Don’t be surprised if you ask your Atlanta movers about the history of the area, and they are able to recite to you a timeline all the way back to 1836. Residents are proud of what this city has been through and what it has become. In fact, the more you learn about Atlanta, the more you realize that its history is revealed in little pieces throughout the city; you simply need to know what you are looking for.
When you look at the beautiful green spaces, know that they were once battlefields, and those roads you take for granted began as paths used by the Native Americans who inhabited the area first.
Although most considered 1836 to be the birth of Atlanta, this isn’t entirely true. Sure, the addition of the railroad in that year is considered the beginning of the city’s timeline, but this was Native American territory prior to this. Settlers moved in around 1822 and by 1830, a small inn was established.
The Zero Mile Post
The Georgia General Assembly agreed to build the railroad in 1836 and finally in 1837, a stake was drove into the ground. This stake was later labeled the Zero Mile Post.
The area developed, and by 1842, there were 30 residents and six buildings. In 1846, a second railroad was built, and the rest is history. The population exploded to 2,500 within a year. Today, historical sites can be seen and appreciated throughout this city.
- Atlanta History Center – This is one of the first places most new residents as well as tourists want to visit. Here you will find the Tullie Smith House from 1840 and the 1928 Swan House mansion, which has been fully restored the museum has exhibits on southern folk art, African American heritage and the Civil War. There are also 32 acres of gardens, woodland areas and wildlife trails to explore.
- Atlantic Station – This area actually feels like you are in an entirely different city. The Millennium Gate offers an intimate gallery setting of art, history and architecture. This is a great place to spend an afternoon from time-to-time, enjoying the trendy restaurants, sidewalk cafes and unique boutiques.
- Marietta Historic District – Here you will find heritage museums and tours of the town. The Marietta Gone With the Wind Museum and Theatre in the Square must be visited, and you can head over to the Historic Roswell District to tour Bulloch Hall, the 1845 Smith Plantation and other antebellum homes.
- Margaret Mitchell House – This house is where Gone With the Wind was written by Margaret Mitchell. The Tudor Revival Mansion has a museum and shop, and offers tours and literature series.
- Oakland Cemetery – More than 70,000 builders, citizens and settlers have been laid to rest in this breathtaking cemetery, decorated with plant life and sculptures.
- Sweet Auburn District – You will find the Martin Luther King Jr. National Historic Site here.

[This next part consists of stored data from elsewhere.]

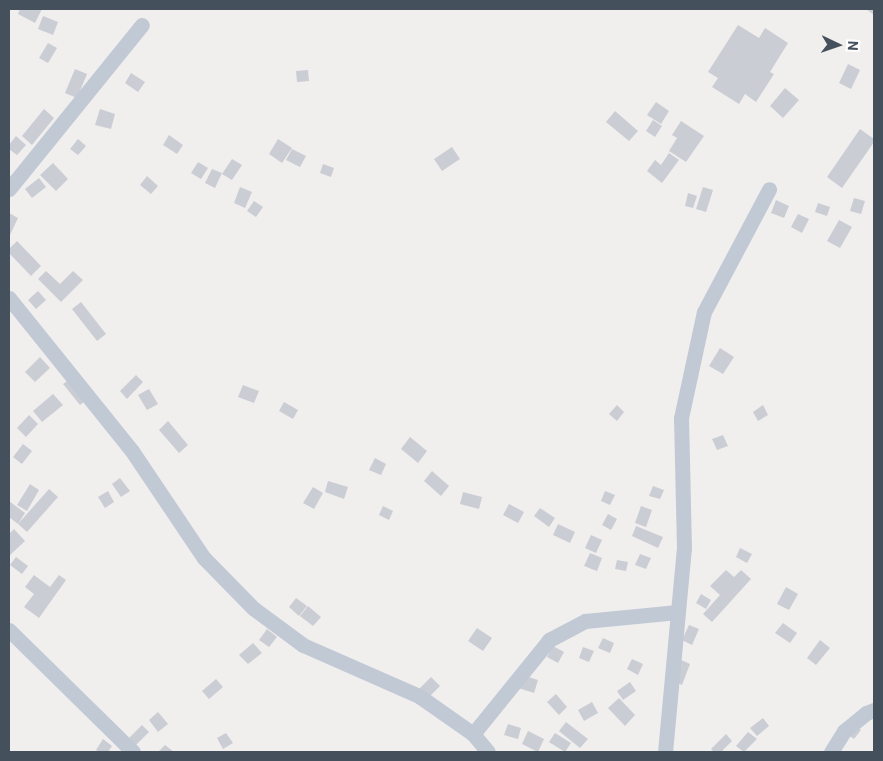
<!DOCTYPE html>
<html>
<head>
<meta charset="utf-8">
<style>
  body { margin:0 }
  #map { position:relative; width:883px; height:761px; overflow:hidden; background:#f1eeee; font-family:Roboto,sans-serif }
  div>[style] { position:absolute }
  .building>* { inset:0; background:#cacdd4 }
  .street>* { height:15px; margin:-7.5px; padding:0 7.5px; transform-origin:7.5px; border-radius:7.5px; background:#c1c9d5 }
  span { translate:-50% -50%; white-space:nowrap; text-align:center; line-height:1.15; -webkit-text-stroke:4px #fff; paint-order:stroke }
  .frame { position:absolute; inset:0; border:10px solid #45505d; pointer-events:none }
  .north { position:absolute; left:813px; top:20px; width:50px; height:50px; -webkit-text-stroke:4px #fff; paint-order:stroke; rotate:93deg; font-size:14px; font-weight:700; line-height:20px; text-align:center; color:#45505d }
  .north::after { content:''; display:block; margin:auto; width:18px; height:22px; background:#45505d; clip-path:polygon(50% 0,100% 100%,50% 72%,0 100%) }
</style>
</head>
<body>
<div id="map">
  <div class="building">
    <div style="clip-path:polygon(20px 9px,42px 9px,35px 23px,18px 14px)"></div>
    <div style="clip-path:polygon(866px 9px,874px 9px,874px 15px)"></div>
    <div style="clip-path:polygon(43px 16px,58px 22px,53px 35px,38px 29px)"></div>
    <div style="clip-path:polygon(738px 25px,759px 38px,765px 28px,788px 43px,770px 72px,774px 74px,756px 102px,745px 94px,739px 104px,712px 87px,718px 78px,708px 72px)"></div>
    <div style="clip-path:polygon(48px 43px,57px 48px,48px 63px,39px 58px)"></div>
    <div style="clip-path:polygon(848px 64px,860px 70px,851px 89px,839px 83px)"></div>
    <div style="clip-path:polygon(75px 69px,87px 74px,77px 98px,65px 93px)"></div>
    <div style="clip-path:polygon(308px 70px,309px 81px,297px 82px,296px 71px)"></div>
    <div style="clip-path:polygon(131px 73px,145px 82px,138px 92px,125px 83px)"></div>
    <div style="clip-path:polygon(785px 88px,799px 100px,783px 118px,770px 106px)"></div>
    <div style="clip-path:polygon(656px 102px,669px 111px,661px 124px,647px 115px)"></div>
    <div style="clip-path:polygon(44px 109px,54px 118px,32px 145px,22px 136px)"></div>
    <div style="clip-path:polygon(100px 109px,115px 114px,111px 129px,95px 125px)"></div>
    <div style="clip-path:polygon(615px 111px,638px 131px,629px 141px,606px 122px)"></div>
    <div style="clip-path:polygon(653px 120px,662px 126px,655px 137px,646px 131px)"></div>
    <div style="clip-path:polygon(681px 121px,704px 136px,686px 162px,669px 151px,677px 138px,672px 135px)"></div>
    <div style="clip-path:polygon(860px 129px,874px 139px,874px 142px,842px 188px,827px 177px)"></div>
    <div style="clip-path:polygon(169px 135px,183px 145px,177px 154px,163px 145px)"></div>
    <div style="clip-path:polygon(16px 136px,26px 145px,17px 155px,9px 149px,9px 145px)"></div>
    <div style="clip-path:polygon(78px 139px,86px 146px,78px 155px,70px 149px)"></div>
    <div style="clip-path:polygon(278px 139px,292px 148px,282px 163px,269px 154px)"></div>
    <div style="clip-path:polygon(452px 147px,460px 159px,442px 171px,434px 159px)"></div>
    <div style="clip-path:polygon(292px 149px,306px 156px,300px 167px,286px 160px)"></div>
    <div style="clip-path:polygon(669px 153px,679px 160px,662px 183px,647px 171px,655px 160px,661px 165px)"></div>
    <div style="clip-path:polygon(232px 159px,242px 165px,232px 180px,222px 174px)"></div>
    <div style="clip-path:polygon(198px 162px,208px 168px,201px 179px,191px 173px)"></div>
    <div style="clip-path:polygon(53px 163px,68px 179px,56px 191px,40px 175px)"></div>
    <div style="clip-path:polygon(323px 164px,334px 168px,331px 177px,320px 173px)"></div>
    <div style="clip-path:polygon(212px 169px,222px 173px,215px 188px,205px 183px)"></div>
    <div style="clip-path:polygon(147px 176px,158px 186px,151px 194px,140px 185px)"></div>
    <div style="clip-path:polygon(39px 178px,46px 187px,32px 198px,25px 189px)"></div>
    <div style="clip-path:polygon(240px 187px,252px 192px,245px 208px,234px 203px)"></div>
    <div style="clip-path:polygon(703px 187px,713px 190px,706px 212px,696px 209px)"></div>
    <div style="clip-path:polygon(688px 193px,697px 196px,693px 208px,685px 206px)"></div>
    <div style="clip-path:polygon(854px 198px,865px 201px,861px 214px,850px 211px)"></div>
    <div style="clip-path:polygon(776px 200px,789px 206px,784px 218px,771px 213px)"></div>
    <div style="clip-path:polygon(254px 201px,263px 207px,256px 217px,247px 211px)"></div>
    <div style="clip-path:polygon(818px 203px,830px 207px,827px 216px,815px 212px)"></div>
    <div style="clip-path:polygon(9px 213px,18px 218px,9px 237px)"></div>
    <div style="clip-path:polygon(798px 214px,809px 219px,802px 233px,791px 227px)"></div>
    <div style="clip-path:polygon(839px 220px,852px 227px,840px 248px,827px 241px)"></div>
    <div style="clip-path:polygon(17px 241px,41px 266px,31px 276px,9px 253px,9px 249px)"></div>
    <div style="clip-path:polygon(46px 271px,60px 284px,73px 271px,83px 280px,61px 302px,38px 279px)"></div>
    <div style="clip-path:polygon(38px 291px,46px 300px,36px 309px,28px 300px)"></div>
    <div style="clip-path:polygon(81px 302px,106px 334px,97px 341px,72px 309px)"></div>
    <div style="clip-path:polygon(720px 348px,734px 357px,723px 374px,709px 366px)"></div>
    <div style="clip-path:polygon(40px 357px,50px 368px,35px 382px,25px 372px)"></div>
    <div style="clip-path:polygon(136px 375px,143px 382px,127px 399px,120px 391px)"></div>
    <div style="clip-path:polygon(73px 377px,89px 398px,80px 405px,63px 384px)"></div>
    <div style="clip-path:polygon(243px 385px,259px 391px,254px 403px,238px 397px)"></div>
    <div style="clip-path:polygon(149px 389px,158px 404px,147px 410px,138px 395px)"></div>
    <div style="clip-path:polygon(53px 394px,63px 405px,42px 422px,33px 411px)"></div>
    <div style="clip-path:polygon(284px 402px,298px 410px,293px 419px,279px 411px)"></div>
    <div style="clip-path:polygon(617px 405px,624px 412px,617px 421px,609px 414px)"></div>
    <div style="clip-path:polygon(763px 405px,768px 415px,758px 421px,753px 412px)"></div>
    <div style="clip-path:polygon(29px 415px,38px 424px,26px 437px,17px 428px)"></div>
    <div style="clip-path:polygon(168px 421px,188px 445px,179px 453px,159px 430px)"></div>
    <div style="clip-path:polygon(723px 435px,728px 446px,717px 450px,712px 439px)"></div>
    <div style="clip-path:polygon(410px 437px,427px 451px,418px 463px,401px 449px)"></div>
    <div style="clip-path:polygon(23px 444px,32px 451px,22px 464px,13px 457px)"></div>
    <div style="clip-path:polygon(375px 458px,386px 464px,381px 475px,369px 470px)"></div>
    <div style="clip-path:polygon(432px 471px,449px 486px,441px 496px,424px 481px)"></div>
    <div style="clip-path:polygon(120px 478px,130px 491px,121px 497px,112px 484px)"></div>
    <div style="clip-path:polygon(328px 481px,348px 487px,344px 499px,325px 492px)"></div>
    <div style="clip-path:polygon(30px 484px,39px 490px,27px 511px,17px 505px)"></div>
    <div style="clip-path:polygon(653px 486px,664px 490px,660px 499px,649px 496px)"></div>
    <div style="clip-path:polygon(313px 487px,323px 493px,314px 509px,303px 503px)"></div>
    <div style="clip-path:polygon(49px 489px,58px 497px,27px 532px,18px 524px)"></div>
    <div style="clip-path:polygon(108px 491px,114px 502px,105px 508px,98px 497px)"></div>
    <div style="clip-path:polygon(605px 491px,615px 495px,610px 505px,601px 501px)"></div>
    <div style="clip-path:polygon(463px 492px,482px 497px,479px 509px,460px 504px)"></div>
    <div style="clip-path:polygon(9px 501px,25px 513px,18px 524px,9px 517px)"></div>
    <div style="clip-path:polygon(509px 504px,524px 512px,518px 523px,503px 515px)"></div>
    <div style="clip-path:polygon(383px 506px,393px 511px,389px 520px,379px 515px)"></div>
    <div style="clip-path:polygon(641px 506px,652px 510px,646px 527px,635px 523px)"></div>
    <div style="clip-path:polygon(540px 508px,555px 518px,549px 527px,534px 516px)"></div>
    <div style="clip-path:polygon(608px 514px,617px 519px,611px 530px,602px 525px)"></div>
    <div style="clip-path:polygon(558px 524px,575px 532px,570px 543px,553px 535px)"></div>
    <div style="clip-path:polygon(636px 526px,663px 537px,658px 548px,632px 536px)"></div>
    <div style="clip-path:polygon(14px 529px,25px 541px,9px 556px,9px 534px)"></div>
    <div style="clip-path:polygon(591px 535px,602px 540px,596px 553px,585px 548px)"></div>
    <div style="clip-path:polygon(740px 548px,752px 554px,747px 563px,736px 557px)"></div>
    <div style="clip-path:polygon(590px 553px,602px 558px,597px 571px,584px 566px)"></div>
    <div style="clip-path:polygon(640px 554px,651px 558px,646px 569px,635px 565px)"></div>
    <div style="clip-path:polygon(16px 557px,28px 566px,22px 574px,10px 565px)"></div>
    <div style="clip-path:polygon(617px 560px,628px 562px,626px 571px,615px 569px)"></div>
    <div style="clip-path:polygon(726px 570px,734px 577px,741px 570px,751px 579px,712px 622px,703px 614px,720px 595px,710px 586px)"></div>
    <div style="clip-path:polygon(34px 575px,50px 587px,59px 575px,66px 580px,39px 618px,24px 607px,34px 594px,25px 587px)"></div>
    <div style="clip-path:polygon(786px 587px,798px 594px,789px 610px,777px 604px)"></div>
    <div style="clip-path:polygon(701px 594px,711px 600px,706px 609px,696px 603px)"></div>
    <div style="clip-path:polygon(296px 598px,307px 606px,299px 616px,289px 607px)"></div>
    <div style="clip-path:polygon(308px 606px,321px 617px,313px 626px,300px 616px)"></div>
    <div style="clip-path:polygon(783px 623px,797px 633px,790px 643px,775px 633px)"></div>
    <div style="clip-path:polygon(689px 625px,699px 629px,692px 645px,682px 640px)"></div>
    <div style="clip-path:polygon(477px 628px,492px 638px,483px 651px,468px 641px)"></div>
    <div style="clip-path:polygon(267px 629px,277px 637px,269px 647px,259px 640px)"></div>
    <div style="clip-path:polygon(603px 638px,614px 643px,610px 653px,598px 648px)"></div>
    <div style="clip-path:polygon(820px 640px,830px 648px,816px 665px,807px 658px)"></div>
    <div style="clip-path:polygon(253px 643px,262px 653px,248px 664px,239px 655px)"></div>
    <div style="clip-path:polygon(553px 646px,564px 652px,558px 663px,547px 657px)"></div>
    <div style="clip-path:polygon(583px 647px,594px 651px,589px 662px,579px 658px)"></div>
    <div style="clip-path:polygon(632px 659px,643px 664px,638px 675px,627px 669px)"></div>
    <div style="clip-path:polygon(679px 659px,690px 664px,682px 685px,671px 680px)"></div>
    <div style="clip-path:polygon(519px 674px,538px 680px,534px 693px,515px 687px)"></div>
    <div style="clip-path:polygon(431px 677px,440px 686px,427px 699px,418px 690px)"></div>
    <div style="clip-path:polygon(216px 679px,223px 687px,209px 699px,202px 691px)"></div>
    <div style="clip-path:polygon(630px 682px,636px 691px,623px 700px,617px 691px)"></div>
    <div style="clip-path:polygon(556px 694px,567px 707px,559px 715px,547px 702px)"></div>
    <div style="clip-path:polygon(619px 698px,635px 715px,625px 726px,608px 708px)"></div>
    <div style="clip-path:polygon(592px 702px,598px 713px,584px 721px,578px 710px)"></div>
    <div style="clip-path:polygon(158px 712px,168px 724px,158px 732px,149px 720px)"></div>
    <div style="clip-path:polygon(763px 718px,769px 726px,757px 736px,750px 728px)"></div>
    <div style="clip-path:polygon(566px 722px,588px 739px,580px 748px,559px 731px)"></div>
    <div style="clip-path:polygon(508px 724px,521px 728px,518px 739px,504px 735px)"></div>
    <div style="clip-path:polygon(851px 724px,861px 730px,854px 739px,845px 733px)"></div>
    <div style="clip-path:polygon(142px 725px,149px 732px,136px 745px,129px 738px)"></div>
    <div style="clip-path:polygon(528px 731px,544px 739px,538px 752px,522px 744px)"></div>
    <div style="clip-path:polygon(748px 732px,757px 739px,744px 752px,736px 746px)"></div>
    <div style="clip-path:polygon(226px 733px,233px 743px,223px 749px,217px 738px)"></div>
    <div style="clip-path:polygon(555px 733px,571px 743px,565px 752px,549px 742px)"></div>
    <div style="clip-path:polygon(726px 734px,732px 741px,721px 752px,714px 752px,711px 749px)"></div>
    <div style="clip-path:polygon(103px 739px,112px 746px,108px 752px,100px 752px,96px 750px)"></div>
    <div style="clip-path:polygon(165px 745px,174px 752px,158px 752px)"></div>
  </div>
  <div class="street">
    <div style="left:9px;top:189px;width:211px;rotate:-51deg"></div>
    <div style="left:9px;top:298px;width:196px;rotate:51.2deg"></div>
    <div style="left:132px;top:451px;width:129px;rotate:56.1deg"></div>
    <div style="left:204px;top:558px;width:70px;rotate:45.6deg"></div>
    <div style="left:253px;top:608px;width:62px;rotate:36.5deg"></div>
    <div style="left:303px;top:645px;width:127px;rotate:23.7deg"></div>
    <div style="left:419px;top:696px;width:66px;rotate:35.1deg"></div>
    <div style="left:473px;top:734px;width:23px;rotate:50deg"></div>
    <div style="left:9px;top:630px;width:174px;rotate:44.5deg"></div>
    <div style="left:473px;top:734px;width:121px;rotate:-51deg"></div>
    <div style="left:549px;top:640px;width:41px;rotate:-27.8deg"></div>
    <div style="left:585px;top:621px;width:93px;rotate:-5.5deg"></div>
    <div style="left:665px;top:752px;width:204px;rotate:-84.7deg"></div>
    <div style="left:684px;top:549px;width:131px;rotate:-91.3deg"></div>
    <div style="left:681px;top:418px;width:108px;rotate:-77.8deg"></div>
    <div style="left:704px;top:312px;width:139px;rotate:-62.1deg"></div>
    <div style="left:831px;top:752px;width:25px;rotate:-58deg"></div>
    <div style="left:844px;top:731px;width:28px;rotate:-39deg"></div>
    <div style="left:866px;top:713px;width:9px;rotate:-21deg"></div>
  </div>
  <div class="frame"></div>
  <div class="north">N</div>
</div>
</body>
</html>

Explore his home, The King Center and Ebenezer Baptist Church.
- Jimmy Carter Presidential Library and Museum – There is an oval office replica here and plenty of exhibits dedicated to the life of the 39tth president, including his 6th grade report card.
- Ivy Hall – In 1883, this Queen Anne-style breathtaking mansion was erected for Edward Peters. Today, there are classrooms here, after numerous restorations from a fire in 2000.
- Historic West End – If you ask your Atlanta movers where you should go to indulge in a little history and culture, there is a good chance that they will send you to the Historic West End. This urban neighborhood features restored Victorian cottages and period homes from the 1830s. Points of interest include the Atlanta University Center, Hammonds House Museum and the Wren’s Nest.